Stupidity, Paul thought. How long could a professional soldier remain loyal to an army that committed such colossal acts of stupidity? The word kept echoing in his head all the way to New York. He did not know how this idea functioned in the equation he was trying to construct. He only knew it was acquiring ominous power.
From the ferry they hurried onto cobblestoned West Street, where they hailed a hack to ride uptown. It was the first of August; the temperature was in the nineties, with a soggy humidity that almost matched Washington D.C. Gotham’s streets were a tangle of hacks, wagons, carts and carriages. Dense crowds surged along the sidewalks, the faces a mixture of white and black, Irish and German and English. Prosperity was visible everywhere, in the freshly painted buildings, the shops crammed with goods, the expensive clothes of the passersby. It was an almost cruel contrast to Richmond’s bleak poverty.

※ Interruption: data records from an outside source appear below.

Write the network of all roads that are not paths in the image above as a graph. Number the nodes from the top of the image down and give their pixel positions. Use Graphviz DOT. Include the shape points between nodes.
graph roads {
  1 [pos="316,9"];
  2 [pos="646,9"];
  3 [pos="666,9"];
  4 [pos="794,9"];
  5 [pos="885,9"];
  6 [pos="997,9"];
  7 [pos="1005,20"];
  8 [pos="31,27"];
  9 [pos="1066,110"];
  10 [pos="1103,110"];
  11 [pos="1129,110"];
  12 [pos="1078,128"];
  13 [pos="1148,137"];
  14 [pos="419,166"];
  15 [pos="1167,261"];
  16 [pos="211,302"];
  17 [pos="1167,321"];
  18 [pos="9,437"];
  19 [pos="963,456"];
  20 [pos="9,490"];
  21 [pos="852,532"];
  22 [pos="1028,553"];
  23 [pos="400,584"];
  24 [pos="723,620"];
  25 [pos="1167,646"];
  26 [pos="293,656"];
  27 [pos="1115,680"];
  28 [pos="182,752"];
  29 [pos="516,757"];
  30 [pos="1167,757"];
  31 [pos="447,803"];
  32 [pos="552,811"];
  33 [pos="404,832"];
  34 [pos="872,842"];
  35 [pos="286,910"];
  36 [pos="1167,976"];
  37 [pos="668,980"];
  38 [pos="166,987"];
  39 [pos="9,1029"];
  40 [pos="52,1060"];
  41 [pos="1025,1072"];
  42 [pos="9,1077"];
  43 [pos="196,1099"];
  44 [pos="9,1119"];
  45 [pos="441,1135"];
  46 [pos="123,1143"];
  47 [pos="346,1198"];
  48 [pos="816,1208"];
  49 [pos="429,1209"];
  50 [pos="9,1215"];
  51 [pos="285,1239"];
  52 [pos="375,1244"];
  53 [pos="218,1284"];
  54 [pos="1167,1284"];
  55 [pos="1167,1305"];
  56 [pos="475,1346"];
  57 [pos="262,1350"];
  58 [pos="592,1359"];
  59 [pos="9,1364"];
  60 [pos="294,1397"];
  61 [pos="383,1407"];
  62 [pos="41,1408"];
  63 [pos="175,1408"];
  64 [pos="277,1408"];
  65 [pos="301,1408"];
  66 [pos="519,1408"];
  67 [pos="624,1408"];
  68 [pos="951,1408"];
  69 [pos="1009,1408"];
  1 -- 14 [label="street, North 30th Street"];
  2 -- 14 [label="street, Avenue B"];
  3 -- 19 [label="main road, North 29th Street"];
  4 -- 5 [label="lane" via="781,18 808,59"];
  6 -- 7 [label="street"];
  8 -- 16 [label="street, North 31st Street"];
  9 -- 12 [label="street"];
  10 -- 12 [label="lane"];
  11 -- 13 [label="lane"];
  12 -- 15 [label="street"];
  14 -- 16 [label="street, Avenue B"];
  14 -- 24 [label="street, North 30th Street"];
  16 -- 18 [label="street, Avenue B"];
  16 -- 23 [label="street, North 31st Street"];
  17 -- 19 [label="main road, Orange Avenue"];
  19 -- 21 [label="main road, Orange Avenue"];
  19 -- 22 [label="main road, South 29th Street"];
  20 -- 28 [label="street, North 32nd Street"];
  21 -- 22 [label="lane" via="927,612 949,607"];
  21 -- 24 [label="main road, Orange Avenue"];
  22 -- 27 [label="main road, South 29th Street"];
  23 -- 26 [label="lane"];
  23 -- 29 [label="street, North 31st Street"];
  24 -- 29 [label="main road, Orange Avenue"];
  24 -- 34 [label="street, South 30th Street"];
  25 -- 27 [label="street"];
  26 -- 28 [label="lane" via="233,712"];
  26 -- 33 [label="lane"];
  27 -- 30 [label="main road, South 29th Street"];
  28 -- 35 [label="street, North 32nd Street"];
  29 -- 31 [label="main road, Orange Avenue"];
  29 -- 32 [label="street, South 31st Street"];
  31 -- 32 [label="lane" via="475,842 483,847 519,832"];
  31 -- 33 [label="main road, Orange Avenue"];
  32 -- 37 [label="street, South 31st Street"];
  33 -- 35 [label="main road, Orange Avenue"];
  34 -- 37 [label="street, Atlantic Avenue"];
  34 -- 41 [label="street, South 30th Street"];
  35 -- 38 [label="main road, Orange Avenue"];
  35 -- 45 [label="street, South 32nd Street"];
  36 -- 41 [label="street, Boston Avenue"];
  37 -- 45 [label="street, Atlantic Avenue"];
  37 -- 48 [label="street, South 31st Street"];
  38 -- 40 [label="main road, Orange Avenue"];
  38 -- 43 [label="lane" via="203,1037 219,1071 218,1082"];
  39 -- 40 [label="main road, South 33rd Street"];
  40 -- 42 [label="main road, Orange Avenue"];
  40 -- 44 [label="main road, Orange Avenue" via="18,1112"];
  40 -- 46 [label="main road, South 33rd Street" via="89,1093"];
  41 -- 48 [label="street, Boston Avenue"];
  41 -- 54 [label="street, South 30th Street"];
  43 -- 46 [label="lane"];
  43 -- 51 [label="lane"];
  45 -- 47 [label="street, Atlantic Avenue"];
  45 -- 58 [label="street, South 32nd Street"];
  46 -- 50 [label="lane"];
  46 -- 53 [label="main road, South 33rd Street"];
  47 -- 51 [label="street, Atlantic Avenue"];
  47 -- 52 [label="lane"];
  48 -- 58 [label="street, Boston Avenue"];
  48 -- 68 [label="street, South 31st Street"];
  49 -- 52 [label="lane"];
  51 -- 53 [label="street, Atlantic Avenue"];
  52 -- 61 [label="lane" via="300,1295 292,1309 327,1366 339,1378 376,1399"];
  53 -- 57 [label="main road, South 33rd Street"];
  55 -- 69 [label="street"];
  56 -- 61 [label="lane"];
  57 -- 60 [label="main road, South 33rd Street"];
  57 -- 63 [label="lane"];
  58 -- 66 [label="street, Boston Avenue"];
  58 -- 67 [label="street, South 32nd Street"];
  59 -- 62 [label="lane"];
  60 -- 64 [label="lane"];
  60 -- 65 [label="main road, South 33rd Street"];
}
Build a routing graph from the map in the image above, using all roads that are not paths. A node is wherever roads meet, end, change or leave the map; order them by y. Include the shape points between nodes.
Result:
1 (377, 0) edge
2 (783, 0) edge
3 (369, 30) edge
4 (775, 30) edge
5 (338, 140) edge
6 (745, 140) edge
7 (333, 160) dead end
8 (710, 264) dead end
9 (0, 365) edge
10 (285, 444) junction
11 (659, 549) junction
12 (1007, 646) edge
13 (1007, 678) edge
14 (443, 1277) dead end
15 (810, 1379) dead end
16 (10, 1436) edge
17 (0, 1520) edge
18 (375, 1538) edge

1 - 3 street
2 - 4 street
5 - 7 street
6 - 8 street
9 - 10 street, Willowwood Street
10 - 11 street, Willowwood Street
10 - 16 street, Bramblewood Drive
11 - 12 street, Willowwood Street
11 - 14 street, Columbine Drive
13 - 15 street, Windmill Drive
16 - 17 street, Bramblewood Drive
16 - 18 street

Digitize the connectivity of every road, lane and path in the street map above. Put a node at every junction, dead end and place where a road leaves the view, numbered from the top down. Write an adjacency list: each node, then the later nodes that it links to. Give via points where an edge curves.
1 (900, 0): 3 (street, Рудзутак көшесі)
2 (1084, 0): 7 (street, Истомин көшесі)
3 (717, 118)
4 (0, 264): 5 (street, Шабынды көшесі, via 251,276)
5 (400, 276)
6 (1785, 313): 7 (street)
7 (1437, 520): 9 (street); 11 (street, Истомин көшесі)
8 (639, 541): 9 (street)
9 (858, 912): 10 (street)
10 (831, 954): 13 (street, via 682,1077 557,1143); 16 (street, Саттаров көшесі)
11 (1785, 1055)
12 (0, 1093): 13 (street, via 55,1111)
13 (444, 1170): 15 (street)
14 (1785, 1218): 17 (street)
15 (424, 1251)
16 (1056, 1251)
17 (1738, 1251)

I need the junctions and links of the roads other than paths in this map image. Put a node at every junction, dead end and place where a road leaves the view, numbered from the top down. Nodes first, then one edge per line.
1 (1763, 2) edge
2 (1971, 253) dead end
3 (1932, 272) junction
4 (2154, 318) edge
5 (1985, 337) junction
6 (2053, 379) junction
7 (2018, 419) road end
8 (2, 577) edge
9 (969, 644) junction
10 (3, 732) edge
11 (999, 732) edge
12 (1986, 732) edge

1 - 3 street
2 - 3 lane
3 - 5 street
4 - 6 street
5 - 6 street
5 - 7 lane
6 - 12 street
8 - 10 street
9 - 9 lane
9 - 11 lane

Janet was thinking different thoughts. “How nice to be in the most pro-Southern city in the North,” she said.
“It was until the draft riots last July,” Paul replied. “Now I fear they take a dim view of the Confederacy.”
In the summer of 1863, New York had erupted in violent protests against the draft. For almost three days the city was in the hands of a mob. Only the intervention of federal troops had restored order.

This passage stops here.